* _Your objective_:
What you produce should be every line from the data that includes "roads".

* _Material to process_:

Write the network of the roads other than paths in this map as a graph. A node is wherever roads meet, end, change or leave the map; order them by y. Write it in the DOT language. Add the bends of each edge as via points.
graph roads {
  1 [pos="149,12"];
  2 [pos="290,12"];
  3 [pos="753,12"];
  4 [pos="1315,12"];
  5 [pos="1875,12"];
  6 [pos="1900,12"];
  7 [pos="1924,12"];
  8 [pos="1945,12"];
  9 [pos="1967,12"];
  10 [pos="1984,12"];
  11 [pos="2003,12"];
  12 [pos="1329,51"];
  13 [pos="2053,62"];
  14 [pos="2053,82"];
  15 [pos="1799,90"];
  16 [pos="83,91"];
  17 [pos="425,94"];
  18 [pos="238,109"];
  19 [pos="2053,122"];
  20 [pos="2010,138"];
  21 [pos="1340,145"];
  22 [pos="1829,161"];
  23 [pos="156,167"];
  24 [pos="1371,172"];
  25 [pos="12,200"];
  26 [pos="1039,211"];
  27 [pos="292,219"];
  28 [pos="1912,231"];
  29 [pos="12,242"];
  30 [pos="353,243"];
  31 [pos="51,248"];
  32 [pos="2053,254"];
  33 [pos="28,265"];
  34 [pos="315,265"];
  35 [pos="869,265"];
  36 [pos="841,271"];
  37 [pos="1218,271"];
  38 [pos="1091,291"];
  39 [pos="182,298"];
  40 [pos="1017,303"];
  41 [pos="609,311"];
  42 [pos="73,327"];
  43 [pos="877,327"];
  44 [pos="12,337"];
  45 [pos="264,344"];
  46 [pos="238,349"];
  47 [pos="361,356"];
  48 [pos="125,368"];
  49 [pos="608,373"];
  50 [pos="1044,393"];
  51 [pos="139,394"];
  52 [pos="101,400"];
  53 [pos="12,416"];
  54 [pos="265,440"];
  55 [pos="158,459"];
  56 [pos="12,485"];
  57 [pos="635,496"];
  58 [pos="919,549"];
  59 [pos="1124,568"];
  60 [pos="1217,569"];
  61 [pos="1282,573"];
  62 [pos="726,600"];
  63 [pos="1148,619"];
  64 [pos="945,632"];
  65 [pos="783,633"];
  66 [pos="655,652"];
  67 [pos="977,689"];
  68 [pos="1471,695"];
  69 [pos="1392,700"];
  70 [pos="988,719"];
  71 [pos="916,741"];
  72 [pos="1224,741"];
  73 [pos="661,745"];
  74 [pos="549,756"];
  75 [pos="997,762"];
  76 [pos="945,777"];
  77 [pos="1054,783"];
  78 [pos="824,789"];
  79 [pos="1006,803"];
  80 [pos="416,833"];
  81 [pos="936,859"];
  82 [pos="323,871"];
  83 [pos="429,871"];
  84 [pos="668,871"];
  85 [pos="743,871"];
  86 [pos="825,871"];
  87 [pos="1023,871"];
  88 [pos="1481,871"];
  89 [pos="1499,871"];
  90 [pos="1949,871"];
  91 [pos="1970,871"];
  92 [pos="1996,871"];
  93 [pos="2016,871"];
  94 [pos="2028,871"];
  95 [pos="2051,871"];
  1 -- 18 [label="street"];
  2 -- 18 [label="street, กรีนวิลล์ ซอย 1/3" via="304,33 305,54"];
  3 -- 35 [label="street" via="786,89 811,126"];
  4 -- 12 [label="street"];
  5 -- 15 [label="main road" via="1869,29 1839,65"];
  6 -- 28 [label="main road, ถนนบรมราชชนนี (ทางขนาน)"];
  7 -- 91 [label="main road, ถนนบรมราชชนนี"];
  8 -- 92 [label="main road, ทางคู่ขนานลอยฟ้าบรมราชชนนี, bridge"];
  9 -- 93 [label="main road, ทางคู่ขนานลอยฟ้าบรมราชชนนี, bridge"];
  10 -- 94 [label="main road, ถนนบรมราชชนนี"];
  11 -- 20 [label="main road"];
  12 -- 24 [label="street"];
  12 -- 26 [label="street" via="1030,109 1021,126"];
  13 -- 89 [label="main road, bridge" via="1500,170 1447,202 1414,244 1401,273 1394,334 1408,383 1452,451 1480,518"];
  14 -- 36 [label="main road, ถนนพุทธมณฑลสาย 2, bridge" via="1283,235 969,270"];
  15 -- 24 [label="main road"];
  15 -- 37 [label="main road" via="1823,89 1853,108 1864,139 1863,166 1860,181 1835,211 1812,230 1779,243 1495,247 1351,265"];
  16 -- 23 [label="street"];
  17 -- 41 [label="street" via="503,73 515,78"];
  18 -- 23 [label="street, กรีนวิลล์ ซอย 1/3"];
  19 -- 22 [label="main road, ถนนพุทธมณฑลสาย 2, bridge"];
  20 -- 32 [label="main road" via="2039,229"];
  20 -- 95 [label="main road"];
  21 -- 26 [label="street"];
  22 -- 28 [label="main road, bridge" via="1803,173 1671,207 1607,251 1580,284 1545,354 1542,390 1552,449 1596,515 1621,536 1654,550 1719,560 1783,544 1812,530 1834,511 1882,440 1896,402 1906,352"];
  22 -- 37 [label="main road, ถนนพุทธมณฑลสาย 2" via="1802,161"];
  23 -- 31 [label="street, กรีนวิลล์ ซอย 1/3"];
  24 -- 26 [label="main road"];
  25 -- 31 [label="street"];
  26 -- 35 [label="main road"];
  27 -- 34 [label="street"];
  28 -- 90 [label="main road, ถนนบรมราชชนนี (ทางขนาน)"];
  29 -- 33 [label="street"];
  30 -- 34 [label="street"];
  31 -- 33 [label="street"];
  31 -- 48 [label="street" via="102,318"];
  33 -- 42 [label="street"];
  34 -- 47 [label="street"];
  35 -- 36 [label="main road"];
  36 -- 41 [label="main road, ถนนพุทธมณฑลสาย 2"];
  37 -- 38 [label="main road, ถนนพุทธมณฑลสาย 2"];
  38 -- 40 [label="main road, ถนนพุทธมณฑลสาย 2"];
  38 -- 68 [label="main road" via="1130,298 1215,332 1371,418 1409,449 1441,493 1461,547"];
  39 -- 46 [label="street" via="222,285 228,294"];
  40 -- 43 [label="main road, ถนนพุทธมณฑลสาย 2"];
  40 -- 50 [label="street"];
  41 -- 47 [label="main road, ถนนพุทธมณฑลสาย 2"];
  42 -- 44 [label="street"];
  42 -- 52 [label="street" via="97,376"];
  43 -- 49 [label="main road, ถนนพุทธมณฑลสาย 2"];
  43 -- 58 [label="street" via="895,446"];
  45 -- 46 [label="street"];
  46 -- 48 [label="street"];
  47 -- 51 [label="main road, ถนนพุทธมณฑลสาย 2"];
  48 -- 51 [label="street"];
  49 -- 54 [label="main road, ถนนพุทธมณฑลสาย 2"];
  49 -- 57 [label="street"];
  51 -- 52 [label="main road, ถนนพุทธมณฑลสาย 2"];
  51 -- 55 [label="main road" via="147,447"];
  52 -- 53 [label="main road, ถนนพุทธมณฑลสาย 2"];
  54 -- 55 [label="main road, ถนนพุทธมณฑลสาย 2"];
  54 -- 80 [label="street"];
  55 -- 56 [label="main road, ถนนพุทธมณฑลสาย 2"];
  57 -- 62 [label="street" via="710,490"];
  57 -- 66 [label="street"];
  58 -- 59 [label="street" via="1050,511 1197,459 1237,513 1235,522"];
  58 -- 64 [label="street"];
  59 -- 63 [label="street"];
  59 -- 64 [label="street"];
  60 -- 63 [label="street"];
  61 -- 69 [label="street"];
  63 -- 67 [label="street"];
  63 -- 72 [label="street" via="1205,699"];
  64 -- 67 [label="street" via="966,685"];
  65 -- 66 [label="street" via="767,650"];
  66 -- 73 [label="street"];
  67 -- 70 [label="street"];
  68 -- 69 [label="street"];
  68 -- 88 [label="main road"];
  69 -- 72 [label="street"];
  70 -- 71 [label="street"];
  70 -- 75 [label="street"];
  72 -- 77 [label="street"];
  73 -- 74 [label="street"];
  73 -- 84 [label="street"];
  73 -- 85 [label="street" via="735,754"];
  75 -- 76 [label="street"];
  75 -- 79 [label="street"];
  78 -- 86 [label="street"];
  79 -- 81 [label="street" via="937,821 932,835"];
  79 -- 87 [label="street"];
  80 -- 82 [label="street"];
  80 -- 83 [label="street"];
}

* _Solution for this task_:
Write the network of the roads other than paths in this map as a graph. A node is wherever roads meet, end, change or leave the map; order them by y. Write it in the DOT language. Add the bends of each edge as via points.
graph roads {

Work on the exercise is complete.